Wasn't the name change of Keeling's collection due to the fact that his wife owned the land, and she wished to have some input into it? I remember reading how resistant he was to the name change, and to the inclusion of certain domestic species throughout the site.
@ ParrotsAndrew - I get the nostalgia for a different time, I really do...in some ways the zoo industry as a whole was more honest back then, the purpose of a zoo was for people to marvel at, and therefore connect with, weird and wonderful life forms they may never have encountered before, or be likely to see anywhere else. Todays 'conservation theatre', and new exhibits needing to earn their marketing value through being 'cute' or identifiable in some other way (ie family structure, courtship), rather than 'of the other', fierce, unknown, or impressive, could be seen as a slightly bewildering state of affairs. I worked in a collection for a while where efforts were made not to dramatise the exhibits or make them appear fantastic or scary, in order for young children to relate to them (as opposed to exhibiting large or dangerous animals above eye level or in pits), yet in some ways that collection pioneered the fetishization of 'relatable cuteness' that we now see so often in the number of lemur, meerkat, penguin, and otter exhibits that appear everywhere.

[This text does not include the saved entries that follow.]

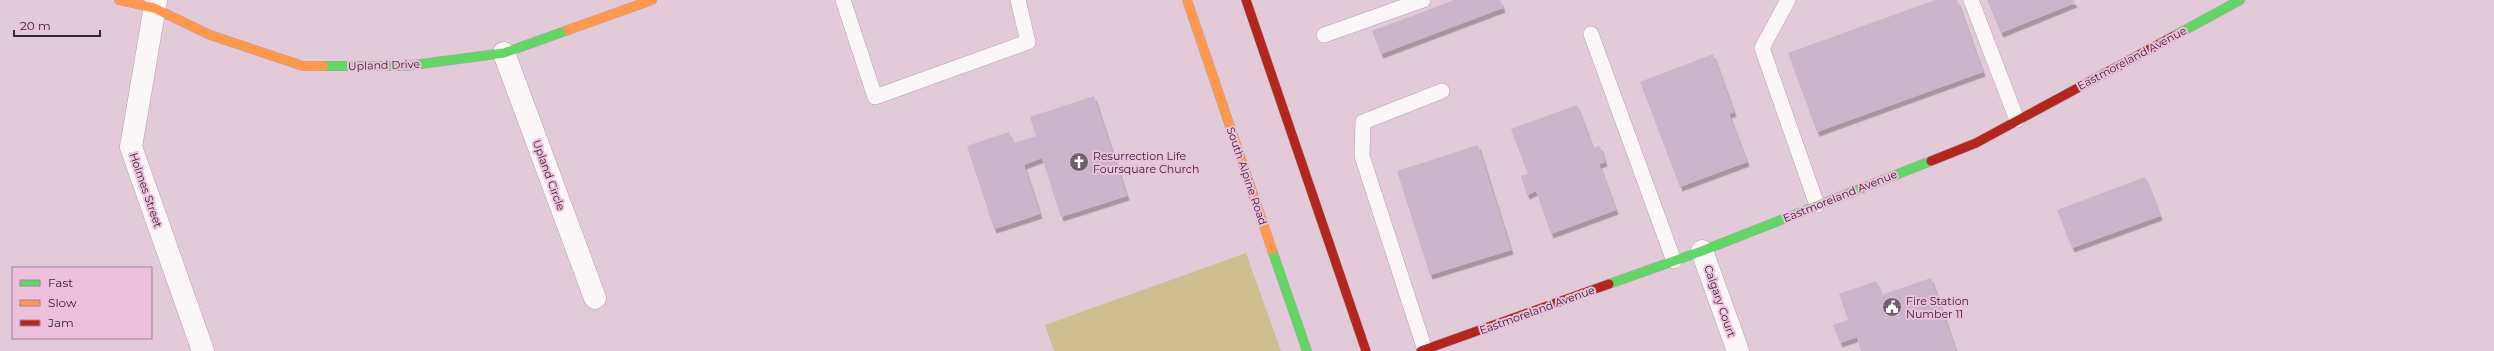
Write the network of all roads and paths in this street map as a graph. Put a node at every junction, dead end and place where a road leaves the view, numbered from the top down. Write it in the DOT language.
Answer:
graph roads {
  1 [pos="119,0"];
  2 [pos="652,0"];
  3 [pos="843,0"];
  4 [pos="1018,0"];
  5 [pos="1187,0"];
  6 [pos="1246,0"];
  7 [pos="1423,0"];
  8 [pos="1788,0"];
  9 [pos="1971,0"];
  10 [pos="2240,0"];
  11 [pos="155,4"];
  12 [pos="1591,34"];
  13 [pos="1324,35"];
  14 [pos="504,53"];
  15 [pos="1442,91"];
  16 [pos="2017,120"];
  17 [pos="1817,205"];
  18 [pos="1702,251"];
  19 [pos="1674,261"];
  20 [pos="595,298"];
  21 [pos="1451,346"];
  22 [pos="1423,350"];
  23 [pos="203,351"];
  24 [pos="1307,351"];
  25 [pos="1366,351"];
  26 [pos="1738,351"];
  1 -- 11 [label="street, Upland Drive"];
  2 -- 14 [label="street, Upland Drive"];
  3 -- 4 [label="lane"];
  5 -- 24 [label="street, South Alpine Road"];
  6 -- 25 [label="street"];
  7 -- 13 [label="lane"];
  8 -- 17 [label="lane"];
  9 -- 16 [label="lane"];
  10 -- 16 [label="street, Eastmoreland Avenue"];
  11 -- 14 [label="street, Upland Drive"];
  11 -- 23 [label="street, Holmes Street"];
  12 -- 19 [label="lane"];
  14 -- 20 [label="street, Upland Circle"];
  15 -- 22 [label="lane"];
  16 -- 17 [label="street, Eastmoreland Avenue"];
  17 -- 18 [label="street, Eastmoreland Avenue"];
  18 -- 19 [label="street, Eastmoreland Avenue"];
  18 -- 26 [label="street, Calgary Court"];
  19 -- 21 [label="street, Eastmoreland Avenue"];
  21 -- 22 [label="street, Eastmoreland Avenue"];
}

I think for this reason, I still hold places like Howletts and Port Lympne in high regard....because their ethos is still fairly clear (although economy has started to erode that for the majority of the public IMO).

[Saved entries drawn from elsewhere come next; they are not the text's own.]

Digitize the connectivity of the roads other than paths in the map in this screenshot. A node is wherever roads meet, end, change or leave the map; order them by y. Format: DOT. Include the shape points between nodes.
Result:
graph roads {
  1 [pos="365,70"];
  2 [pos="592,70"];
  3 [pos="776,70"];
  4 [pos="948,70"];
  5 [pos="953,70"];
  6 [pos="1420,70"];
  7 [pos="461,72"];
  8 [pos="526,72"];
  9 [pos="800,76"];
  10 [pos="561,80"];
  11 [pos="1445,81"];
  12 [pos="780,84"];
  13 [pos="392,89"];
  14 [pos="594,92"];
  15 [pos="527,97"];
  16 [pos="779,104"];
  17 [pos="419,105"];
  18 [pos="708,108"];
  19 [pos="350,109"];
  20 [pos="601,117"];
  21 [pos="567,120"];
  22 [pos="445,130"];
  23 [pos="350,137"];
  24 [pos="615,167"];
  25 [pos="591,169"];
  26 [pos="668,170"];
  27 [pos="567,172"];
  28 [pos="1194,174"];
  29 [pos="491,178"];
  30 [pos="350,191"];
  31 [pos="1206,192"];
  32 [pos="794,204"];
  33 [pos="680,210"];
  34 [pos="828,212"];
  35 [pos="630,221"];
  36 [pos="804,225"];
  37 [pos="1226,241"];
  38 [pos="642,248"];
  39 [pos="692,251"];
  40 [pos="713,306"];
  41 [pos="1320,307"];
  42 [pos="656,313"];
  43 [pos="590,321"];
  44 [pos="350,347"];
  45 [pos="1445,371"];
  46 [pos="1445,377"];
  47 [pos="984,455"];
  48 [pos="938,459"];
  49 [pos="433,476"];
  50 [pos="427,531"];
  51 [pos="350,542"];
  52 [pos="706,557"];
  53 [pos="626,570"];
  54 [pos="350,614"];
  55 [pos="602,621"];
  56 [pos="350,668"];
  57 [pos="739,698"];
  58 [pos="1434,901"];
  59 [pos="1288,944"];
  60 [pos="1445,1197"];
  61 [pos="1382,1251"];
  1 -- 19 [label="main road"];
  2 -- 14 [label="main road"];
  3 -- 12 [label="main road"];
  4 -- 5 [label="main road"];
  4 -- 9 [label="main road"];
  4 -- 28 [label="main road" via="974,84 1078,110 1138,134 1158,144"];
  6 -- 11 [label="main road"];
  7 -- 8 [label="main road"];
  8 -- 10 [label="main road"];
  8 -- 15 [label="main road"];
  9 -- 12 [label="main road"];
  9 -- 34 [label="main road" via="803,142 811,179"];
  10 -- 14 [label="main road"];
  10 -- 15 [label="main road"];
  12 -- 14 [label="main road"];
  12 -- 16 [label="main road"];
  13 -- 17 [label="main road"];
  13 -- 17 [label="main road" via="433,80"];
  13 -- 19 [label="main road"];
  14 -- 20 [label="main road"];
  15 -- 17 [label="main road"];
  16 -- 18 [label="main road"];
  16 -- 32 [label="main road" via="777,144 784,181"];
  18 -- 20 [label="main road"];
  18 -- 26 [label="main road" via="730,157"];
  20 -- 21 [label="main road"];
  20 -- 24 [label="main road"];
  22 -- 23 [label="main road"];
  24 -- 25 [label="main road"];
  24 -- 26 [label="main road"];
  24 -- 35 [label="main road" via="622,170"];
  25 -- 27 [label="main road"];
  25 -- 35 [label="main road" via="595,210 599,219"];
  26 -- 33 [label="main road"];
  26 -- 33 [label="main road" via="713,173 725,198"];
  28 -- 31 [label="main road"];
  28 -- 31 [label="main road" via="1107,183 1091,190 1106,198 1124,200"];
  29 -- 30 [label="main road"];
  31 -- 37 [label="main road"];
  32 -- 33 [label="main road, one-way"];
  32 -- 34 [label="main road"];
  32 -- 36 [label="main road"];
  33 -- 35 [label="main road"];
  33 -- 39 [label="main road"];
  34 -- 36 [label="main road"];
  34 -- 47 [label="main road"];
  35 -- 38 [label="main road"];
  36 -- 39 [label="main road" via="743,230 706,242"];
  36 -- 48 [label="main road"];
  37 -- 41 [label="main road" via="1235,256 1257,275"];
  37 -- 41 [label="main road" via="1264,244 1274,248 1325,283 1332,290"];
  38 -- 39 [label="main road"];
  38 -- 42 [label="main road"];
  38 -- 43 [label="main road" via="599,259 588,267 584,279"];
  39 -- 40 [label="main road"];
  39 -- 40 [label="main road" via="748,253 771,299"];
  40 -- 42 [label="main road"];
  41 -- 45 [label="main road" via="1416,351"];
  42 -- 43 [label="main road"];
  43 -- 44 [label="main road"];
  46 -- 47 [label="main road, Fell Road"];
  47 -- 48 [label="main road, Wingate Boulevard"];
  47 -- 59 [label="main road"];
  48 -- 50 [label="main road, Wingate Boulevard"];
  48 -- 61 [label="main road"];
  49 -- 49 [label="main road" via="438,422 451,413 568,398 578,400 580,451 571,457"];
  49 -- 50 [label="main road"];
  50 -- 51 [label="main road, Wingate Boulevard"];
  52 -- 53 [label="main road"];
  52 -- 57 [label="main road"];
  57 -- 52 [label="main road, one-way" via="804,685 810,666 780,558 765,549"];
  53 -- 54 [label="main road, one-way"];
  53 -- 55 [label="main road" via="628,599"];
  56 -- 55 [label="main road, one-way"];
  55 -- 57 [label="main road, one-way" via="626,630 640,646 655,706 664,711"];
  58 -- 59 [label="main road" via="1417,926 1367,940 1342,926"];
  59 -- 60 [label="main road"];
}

I also get your romanticism of the Welsh Mountain Zoo. For someone who clearly appreciates zoo history, this is one of the few remaining under-developed sites still open to the public. Of course new exhibits have appeared, but it is very much a 'zoo', with many older structures still standing. However, I disagree that those structures still need to house their original occupants. Someone mentioned Glasgow....the way they appropriated the polar bear exhibit for ocelots was, in my mind, genius, and the lush planting really made something out of a space no longer suitable for mentally-sound ursids. Had they bulldozed the pit, and put up a wood and glass exhibit, I think it would have been a shame.
I love zoo history, I love when older buildings are brought back to life, I think you should be excited about the changes at Dudley, given your nostalgia for eras past. However, we are no longer an authentic colonial power, nor should we be, and so it will never again be possible to plunder and destroy resources in other countries of the empire quite like we used to. Modern zoos are a hangover of those times, indeed today there are still a few elderly primates and elephants, set against carefully themed exhibit backdrops, who arrived as products of our once-strong colonial power. I am relieved to live in a time when governments of range countries, in many cases, at least own their ex situ specimens on paper.